Task data:
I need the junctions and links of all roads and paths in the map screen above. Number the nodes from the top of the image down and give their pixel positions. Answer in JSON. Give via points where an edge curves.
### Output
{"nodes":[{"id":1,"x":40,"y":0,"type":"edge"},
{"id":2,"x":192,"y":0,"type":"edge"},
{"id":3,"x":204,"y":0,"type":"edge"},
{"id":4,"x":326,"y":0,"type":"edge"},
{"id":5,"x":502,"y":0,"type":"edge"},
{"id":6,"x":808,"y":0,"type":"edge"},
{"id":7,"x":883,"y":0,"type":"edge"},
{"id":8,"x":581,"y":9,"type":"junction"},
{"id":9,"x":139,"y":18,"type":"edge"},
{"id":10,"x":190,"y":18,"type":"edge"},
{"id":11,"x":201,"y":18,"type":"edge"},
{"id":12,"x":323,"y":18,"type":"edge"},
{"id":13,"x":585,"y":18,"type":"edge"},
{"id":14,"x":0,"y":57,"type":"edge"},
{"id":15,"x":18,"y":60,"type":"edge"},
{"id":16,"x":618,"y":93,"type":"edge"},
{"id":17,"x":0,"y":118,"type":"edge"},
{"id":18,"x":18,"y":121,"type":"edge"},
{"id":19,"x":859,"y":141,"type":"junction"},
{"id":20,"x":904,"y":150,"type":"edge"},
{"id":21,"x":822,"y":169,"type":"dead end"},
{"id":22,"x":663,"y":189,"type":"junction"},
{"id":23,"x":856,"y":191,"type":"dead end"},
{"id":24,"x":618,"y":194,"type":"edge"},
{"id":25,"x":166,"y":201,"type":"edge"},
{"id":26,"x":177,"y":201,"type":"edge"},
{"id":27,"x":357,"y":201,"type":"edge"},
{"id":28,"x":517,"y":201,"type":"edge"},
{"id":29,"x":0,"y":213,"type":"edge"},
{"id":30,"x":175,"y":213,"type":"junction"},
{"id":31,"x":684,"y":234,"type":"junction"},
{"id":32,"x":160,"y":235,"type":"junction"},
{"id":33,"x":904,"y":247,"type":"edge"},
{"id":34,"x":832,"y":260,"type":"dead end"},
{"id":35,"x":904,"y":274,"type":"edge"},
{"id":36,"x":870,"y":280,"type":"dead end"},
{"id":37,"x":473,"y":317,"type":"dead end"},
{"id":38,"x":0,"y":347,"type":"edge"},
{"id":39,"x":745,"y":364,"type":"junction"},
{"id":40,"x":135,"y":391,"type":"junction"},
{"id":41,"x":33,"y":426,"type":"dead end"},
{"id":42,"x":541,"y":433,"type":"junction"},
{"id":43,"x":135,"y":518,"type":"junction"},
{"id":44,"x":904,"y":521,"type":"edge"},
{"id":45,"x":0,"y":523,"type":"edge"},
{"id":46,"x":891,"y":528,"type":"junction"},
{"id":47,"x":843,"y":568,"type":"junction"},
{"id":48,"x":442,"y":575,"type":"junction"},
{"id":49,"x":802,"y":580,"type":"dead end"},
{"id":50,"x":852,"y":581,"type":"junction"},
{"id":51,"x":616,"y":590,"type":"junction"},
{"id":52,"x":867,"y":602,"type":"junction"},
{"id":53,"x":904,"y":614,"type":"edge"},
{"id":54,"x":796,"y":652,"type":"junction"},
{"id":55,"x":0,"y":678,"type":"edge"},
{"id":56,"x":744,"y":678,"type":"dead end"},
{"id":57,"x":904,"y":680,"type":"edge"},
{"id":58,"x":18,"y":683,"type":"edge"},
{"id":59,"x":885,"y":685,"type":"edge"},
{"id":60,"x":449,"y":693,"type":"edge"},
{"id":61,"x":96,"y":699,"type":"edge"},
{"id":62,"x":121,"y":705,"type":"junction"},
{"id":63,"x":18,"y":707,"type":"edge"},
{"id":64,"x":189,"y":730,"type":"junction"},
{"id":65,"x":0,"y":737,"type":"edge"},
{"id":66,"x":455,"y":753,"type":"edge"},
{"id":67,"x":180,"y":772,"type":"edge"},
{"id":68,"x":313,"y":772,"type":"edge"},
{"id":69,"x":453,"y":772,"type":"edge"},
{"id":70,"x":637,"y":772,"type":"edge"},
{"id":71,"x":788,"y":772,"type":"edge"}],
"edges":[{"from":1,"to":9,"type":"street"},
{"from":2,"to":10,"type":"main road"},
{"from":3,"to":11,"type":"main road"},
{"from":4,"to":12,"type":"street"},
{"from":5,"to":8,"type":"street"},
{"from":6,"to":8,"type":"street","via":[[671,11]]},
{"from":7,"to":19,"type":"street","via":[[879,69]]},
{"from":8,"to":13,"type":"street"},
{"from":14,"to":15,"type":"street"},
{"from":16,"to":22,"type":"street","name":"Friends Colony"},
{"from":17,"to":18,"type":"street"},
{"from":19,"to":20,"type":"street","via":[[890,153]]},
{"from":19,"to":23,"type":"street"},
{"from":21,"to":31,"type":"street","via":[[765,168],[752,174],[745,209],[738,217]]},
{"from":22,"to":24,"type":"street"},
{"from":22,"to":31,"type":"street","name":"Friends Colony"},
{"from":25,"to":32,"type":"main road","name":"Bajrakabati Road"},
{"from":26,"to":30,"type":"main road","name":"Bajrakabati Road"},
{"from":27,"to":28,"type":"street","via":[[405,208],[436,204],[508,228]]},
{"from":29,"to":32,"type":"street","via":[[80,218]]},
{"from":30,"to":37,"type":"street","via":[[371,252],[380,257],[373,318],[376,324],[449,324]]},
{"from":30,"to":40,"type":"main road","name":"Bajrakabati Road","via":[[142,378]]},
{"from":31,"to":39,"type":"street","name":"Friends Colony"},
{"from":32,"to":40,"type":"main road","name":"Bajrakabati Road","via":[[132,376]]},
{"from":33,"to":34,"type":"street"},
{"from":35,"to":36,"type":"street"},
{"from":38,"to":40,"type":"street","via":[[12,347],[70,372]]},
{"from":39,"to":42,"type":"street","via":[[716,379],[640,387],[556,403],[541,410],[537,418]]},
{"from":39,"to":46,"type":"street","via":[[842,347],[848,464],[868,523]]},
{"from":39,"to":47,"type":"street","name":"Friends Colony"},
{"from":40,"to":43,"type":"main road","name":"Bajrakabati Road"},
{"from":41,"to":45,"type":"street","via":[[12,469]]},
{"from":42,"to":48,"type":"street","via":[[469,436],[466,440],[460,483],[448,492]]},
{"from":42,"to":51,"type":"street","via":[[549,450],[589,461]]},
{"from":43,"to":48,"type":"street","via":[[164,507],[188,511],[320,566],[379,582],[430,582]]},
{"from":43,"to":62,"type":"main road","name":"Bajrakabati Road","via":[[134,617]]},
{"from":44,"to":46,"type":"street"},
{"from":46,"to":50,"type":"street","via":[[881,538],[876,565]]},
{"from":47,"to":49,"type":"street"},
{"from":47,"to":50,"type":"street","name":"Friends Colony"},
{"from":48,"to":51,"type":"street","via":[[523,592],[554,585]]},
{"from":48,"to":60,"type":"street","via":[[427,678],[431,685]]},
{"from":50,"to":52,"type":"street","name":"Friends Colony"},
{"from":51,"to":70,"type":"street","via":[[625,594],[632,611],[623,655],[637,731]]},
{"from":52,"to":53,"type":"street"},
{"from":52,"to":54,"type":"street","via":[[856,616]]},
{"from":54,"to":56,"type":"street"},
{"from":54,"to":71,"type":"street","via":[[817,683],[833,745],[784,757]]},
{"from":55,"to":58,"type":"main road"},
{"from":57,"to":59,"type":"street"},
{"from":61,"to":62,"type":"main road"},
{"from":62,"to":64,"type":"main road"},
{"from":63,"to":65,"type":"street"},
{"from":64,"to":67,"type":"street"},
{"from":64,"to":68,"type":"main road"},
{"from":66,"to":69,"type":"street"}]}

Aim of the task:
Collect the lines of the records that include the string "Colony".

Task output:
{"from":16,"to":22,"type":"street","name":"Friends Colony"},
{"from":22,"to":31,"type":"street","name":"Friends Colony"},
{"from":31,"to":39,"type":"street","name":"Friends Colony"},
{"from":39,"to":47,"type":"street","name":"Friends Colony"},
{"from":47,"to":50,"type":"street","name":"Friends Colony"},
{"from":50,"to":52,"type":"street","name":"Friends Colony"},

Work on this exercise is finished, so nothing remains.